### Information shown
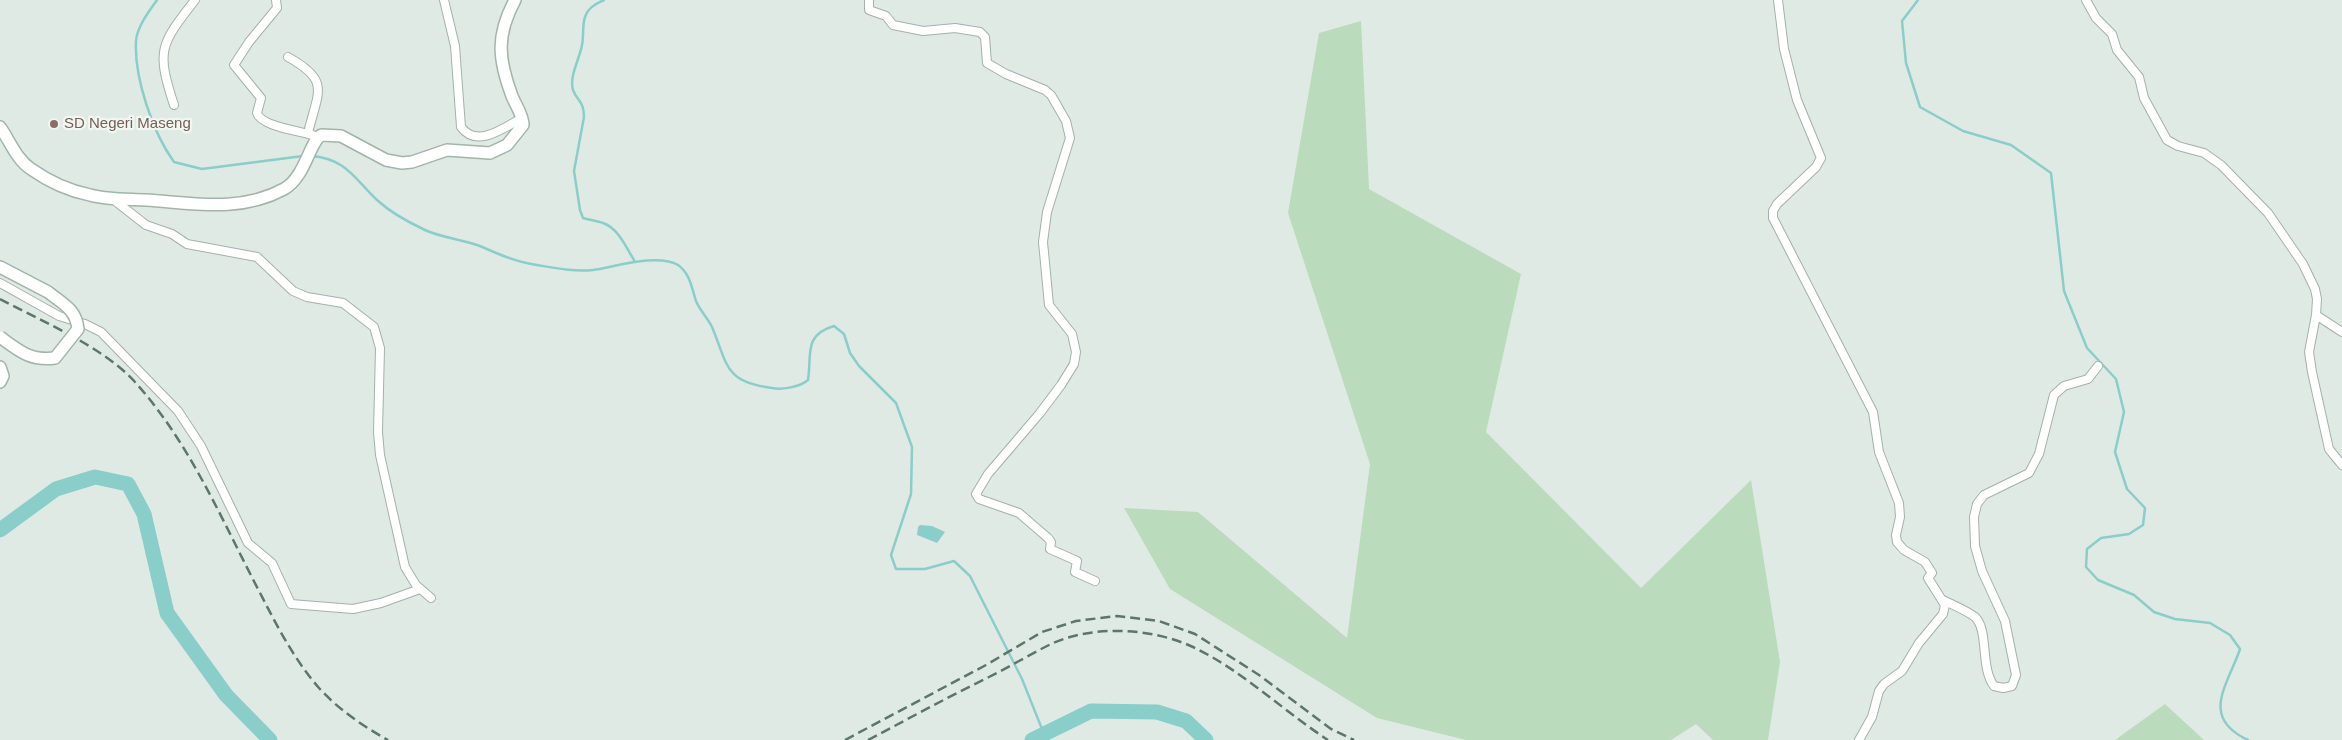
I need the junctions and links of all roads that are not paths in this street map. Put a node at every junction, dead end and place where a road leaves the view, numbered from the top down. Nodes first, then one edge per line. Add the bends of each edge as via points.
1 (195, 0) edge
2 (276, 0) edge
3 (444, 0) edge
4 (515, 0) edge
5 (869, 0) edge
6 (1778, 0) edge
7 (2086, 0) edge
8 (288, 57) dead end
9 (174, 105) dead end
10 (522, 118) junction
11 (0, 127) edge
12 (313, 135) junction
13 (112, 198) junction
14 (0, 267) edge
15 (0, 283) edge
16 (2316, 315) junction
17 (2342, 332) edge
18 (0, 337) edge
19 (2098, 366) dead end
20 (0, 367) edge
21 (0, 382) edge
22 (2342, 464) edge
23 (1095, 581) dead end
24 (420, 589) junction
25 (431, 598) dead end
26 (1943, 600) junction
27 (1859, 740) edge

1 - 9 street via 172,31 164,48 163,69
2 - 12 street via 277,8 234,65 261,98 257,113 260,119
3 - 10 street via 455,46 464,132 490,136
4 - 10 street via 502,30 501,54 511,94
5 - 23 street via 869,10 886,16 893,25 919,30 950,28 980,32 985,37 987,63 1045,90 1066,121 1070,138 1047,212 1043,242 1049,305 1072,334 1076,358 1061,385 988,474 976,494 979,499 1023,516 1048,538 1050,549 1077,561 1075,572
6 - 26 street via 1784,48 1794,88 1820,158 1814,170 1777,204 1773,218 1873,412 1878,452 1899,503 1897,542 1925,562 1932,573 1928,578
7 - 16 street via 2096,18 2112,34 2117,50 2139,77 2144,98 2167,140 2209,156 2268,213 2309,276 2315,289
8 - 12 street via 306,67 317,80
10 - 12 street via 523,125 511,141 490,153 447,150 408,162 386,160 340,136
11 - 13 street via 20,159 32,170 72,190
12 - 13 street via 312,150 299,176 290,185 266,197 242,204 205,205
13 - 24 street via 146,226 172,234 187,244 260,258 293,291 307,297 343,303 374,327 380,348 380,456 405,566
14 - 18 street, bridge via 48,292 68,307 77,318 78,330 55,358 41,360 24,354
15 - 24 street via 59,316 101,332 178,412 201,446 248,543 272,563 291,604 353,609
16 - 17 street
16 - 22 street via 2309,358 2329,448
19 - 26 street via 2088,379 2064,386 2054,395 2040,454 2029,473 1984,494 1977,504 1975,546 1982,571 2005,621 2016,675 2012,686 1994,686 1985,659 1979,622
20 - 21 street via 3,376
24 - 25 street
26 - 27 street via 1945,608 1940,619 1919,643 1902,671 1880,688 1871,720

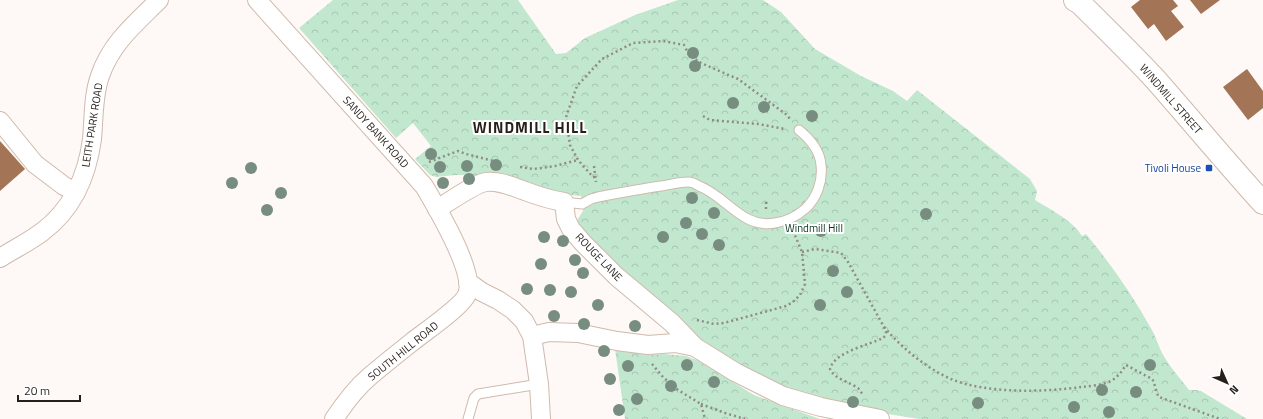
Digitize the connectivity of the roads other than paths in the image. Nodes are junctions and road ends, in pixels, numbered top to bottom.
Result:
1 (159, 0) edge
2 (257, 0) edge
3 (1080, 1) edge
4 (0, 121) edge
5 (799, 130) road end
6 (76, 192) junction
7 (564, 202) junction
8 (1263, 203) edge
9 (438, 209) junction
10 (0, 258) edge
11 (468, 282) junction
12 (532, 336) junction
13 (695, 347) junction
14 (538, 384) junction
15 (334, 419) edge
16 (468, 419) edge
17 (541, 419) edge
18 (880, 419) edge

1 - 6 street, LEITH PARK ROAD
2 - 9 street, SANDY BANK ROAD
3 - 8 street, WINDMILL STREET
4 - 6 street
5 - 7 lane
6 - 10 street, LEITH PARK ROAD
7 - 9 street
7 - 13 street, ROUGE LANE
9 - 11 street, SANDY BANK ROAD
11 - 12 street
11 - 15 street, SOUTH HILL ROAD
12 - 13 street, ROUGE LANE
12 - 14 street
13 - 18 street, ROUGE LANE
14 - 16 lane
14 - 17 street

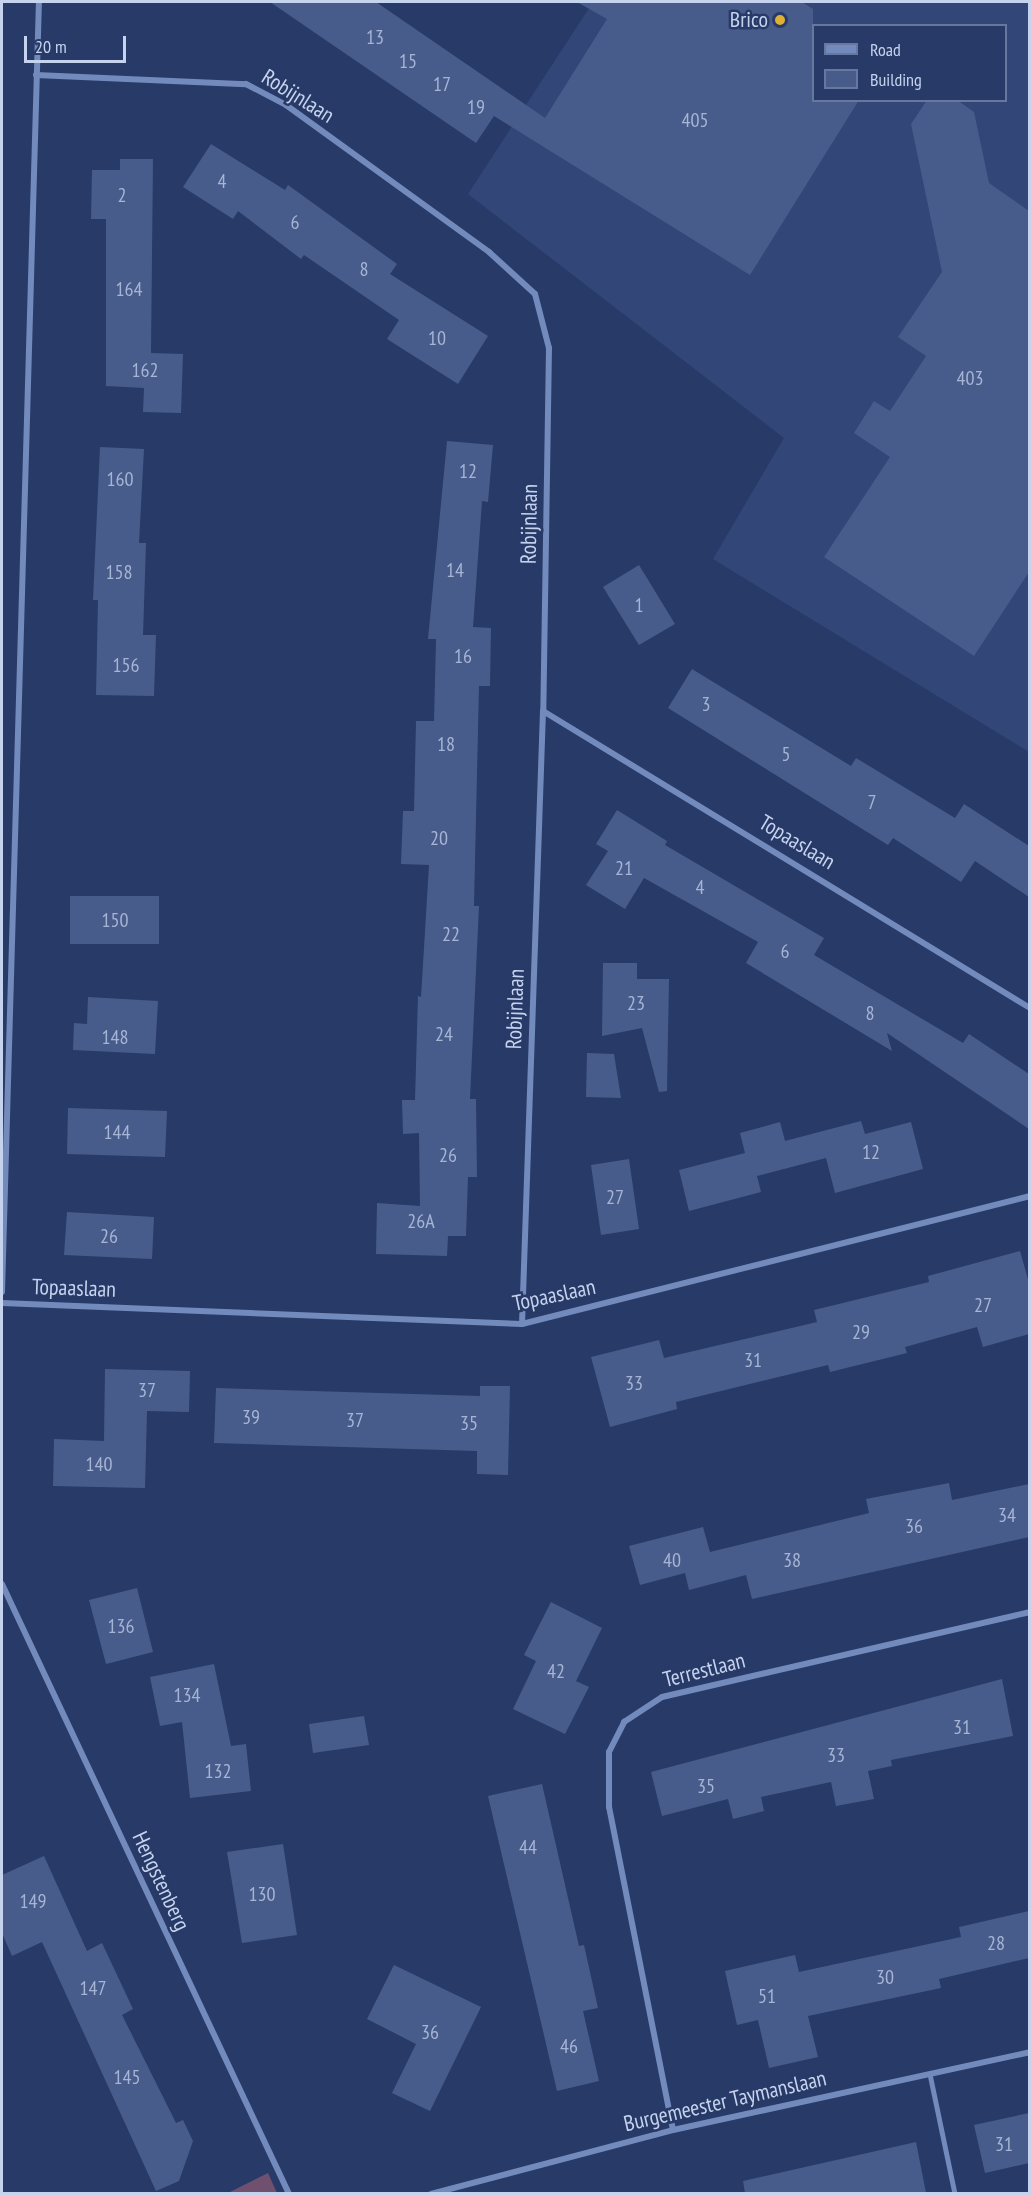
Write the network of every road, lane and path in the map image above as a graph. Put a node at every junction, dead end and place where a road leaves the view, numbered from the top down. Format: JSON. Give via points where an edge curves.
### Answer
{"nodes":[{"id":1,"x":39,"y":2,"type":"edge"},
{"id":2,"x":36,"y":75,"type":"junction"},
{"id":3,"x":543,"y":711,"type":"junction"},
{"id":4,"x":1029,"y":1008,"type":"edge"},
{"id":5,"x":1029,"y":1196,"type":"edge"},
{"id":6,"x":2,"y":1292,"type":"edge"},
{"id":7,"x":2,"y":1303,"type":"edge"},
{"id":8,"x":522,"y":1324,"type":"junction"},
{"id":9,"x":2,"y":1584,"type":"edge"},
{"id":10,"x":1029,"y":1612,"type":"edge"},
{"id":11,"x":1029,"y":2052,"type":"edge"},
{"id":12,"x":930,"y":2074,"type":"junction"},
{"id":13,"x":674,"y":2130,"type":"junction"},
{"id":14,"x":289,"y":2193,"type":"edge"},
{"id":15,"x":431,"y":2193,"type":"edge"},
{"id":16,"x":955,"y":2193,"type":"edge"}],
"edges":[{"from":1,"to":2,"type":"street"},
{"from":2,"to":3,"type":"street","name":"Robijnlaan","via":[[246,84],[286,105],[489,252],[535,294],[549,348]]},
{"from":2,"to":6,"type":"street"},
{"from":3,"to":4,"type":"street","name":"Topaaslaan"},
{"from":3,"to":8,"type":"street","name":"Robijnlaan"},
{"from":5,"to":8,"type":"street","name":"Topaaslaan"},
{"from":7,"to":8,"type":"street","name":"Topaaslaan"},
{"from":9,"to":14,"type":"street","name":"Hengstenberg"},
{"from":10,"to":13,"type":"street","name":"Terrestlaan","via":[[662,1697],[624,1722],[609,1752],[609,1807]]},
{"from":11,"to":12,"type":"street","name":"Burgemeester Taymanslaan"},
{"from":12,"to":13,"type":"street","name":"Burgemeester Taymanslaan"},
{"from":12,"to":16,"type":"lane"},
{"from":13,"to":15,"type":"street","name":"Burgemeester Taymanslaan"}]}
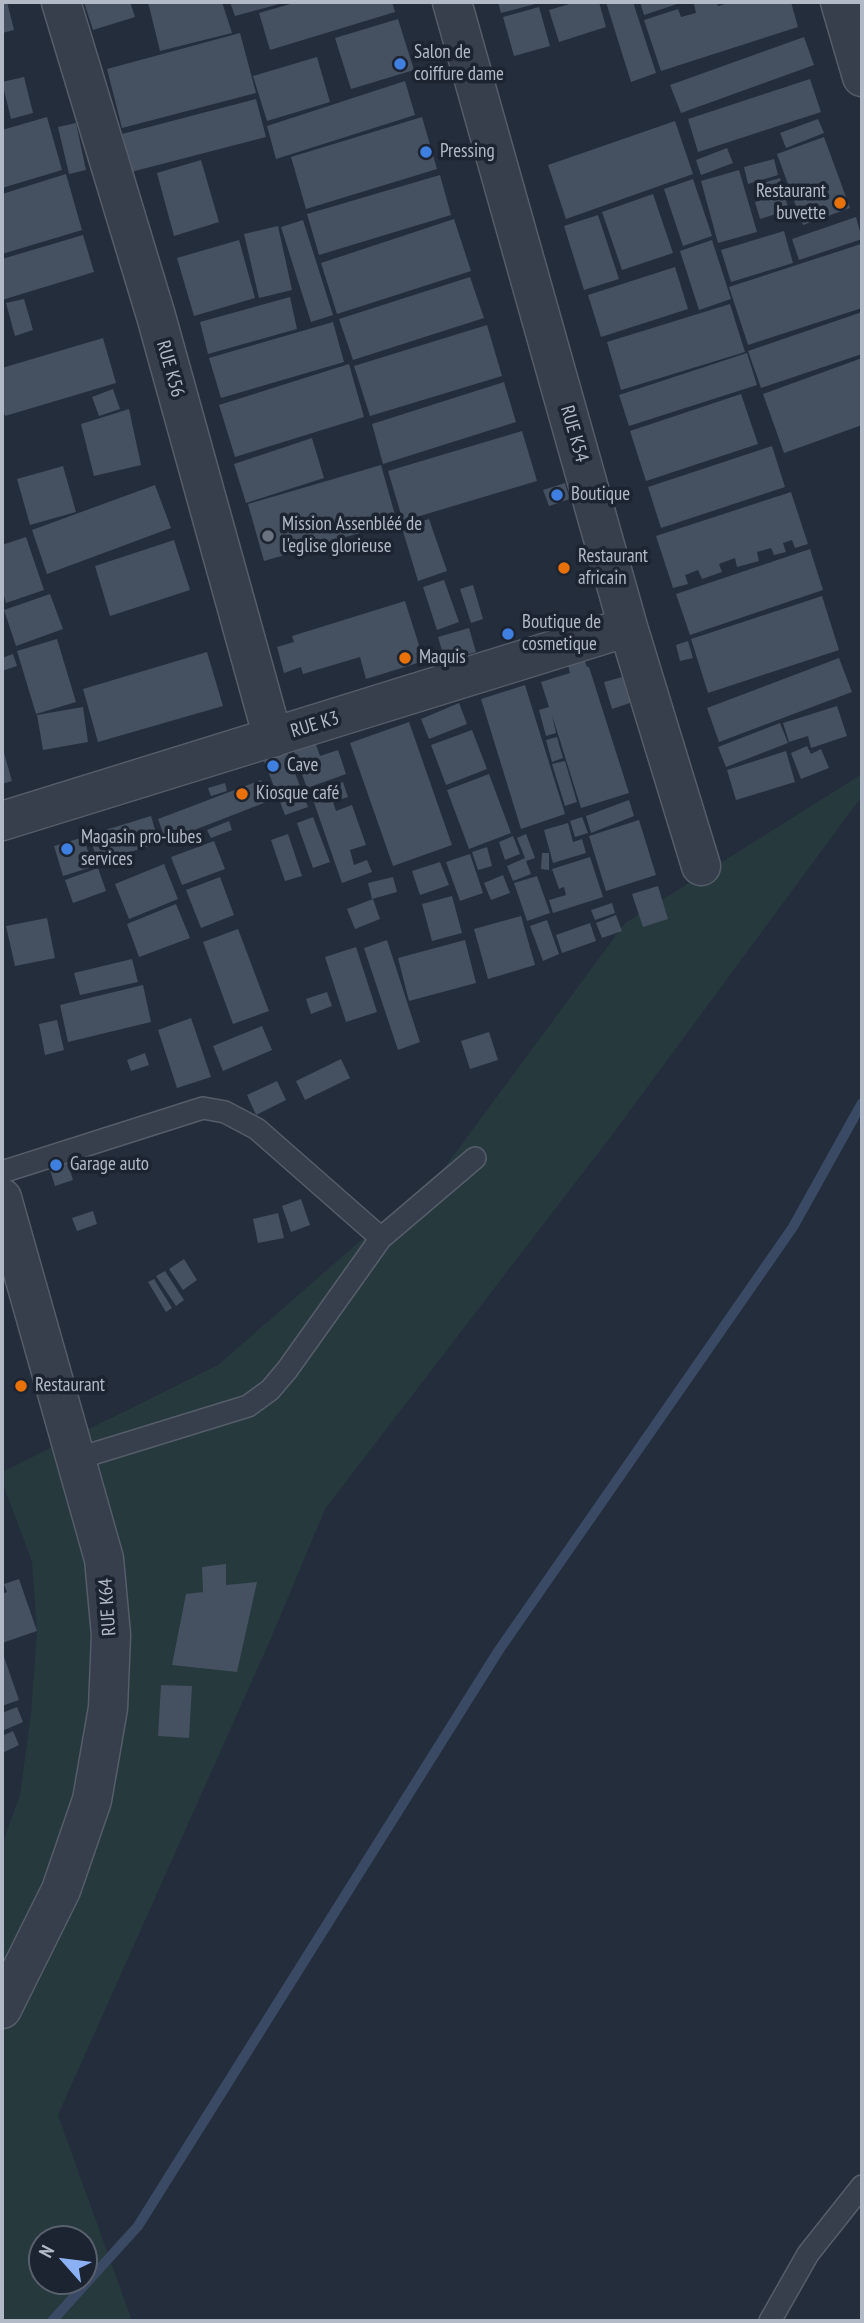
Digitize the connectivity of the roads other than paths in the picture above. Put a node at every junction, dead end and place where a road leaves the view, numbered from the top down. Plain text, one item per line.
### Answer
1 (61, 2) edge
2 (452, 2) edge
3 (840, 2) edge
4 (862, 78) edge
5 (628, 626) junction
6 (273, 738) junction
7 (2, 821) edge
8 (701, 866) dead end
9 (475, 1158) dead end
10 (2, 1172) edge
11 (2, 1198) edge
12 (381, 1238) junction
13 (76, 1459) junction
14 (2, 2010) edge
15 (862, 2186) edge
16 (770, 2321) edge

1 - 6 street, RUE K56
2 - 5 street, RUE K54
3 - 4 street
5 - 6 street, RUE K3
5 - 8 street, RUE K54
6 - 7 street, RUE K3
9 - 12 lane
10 - 12 lane
11 - 13 street, RUE K64
12 - 13 lane
13 - 14 street, RUE K64
15 - 16 lane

### The task
Find and copy each line of the data where "PARK" is present.

### Task result
1 - 6 street, LEITH PARK ROAD
6 - 10 street, LEITH PARK ROAD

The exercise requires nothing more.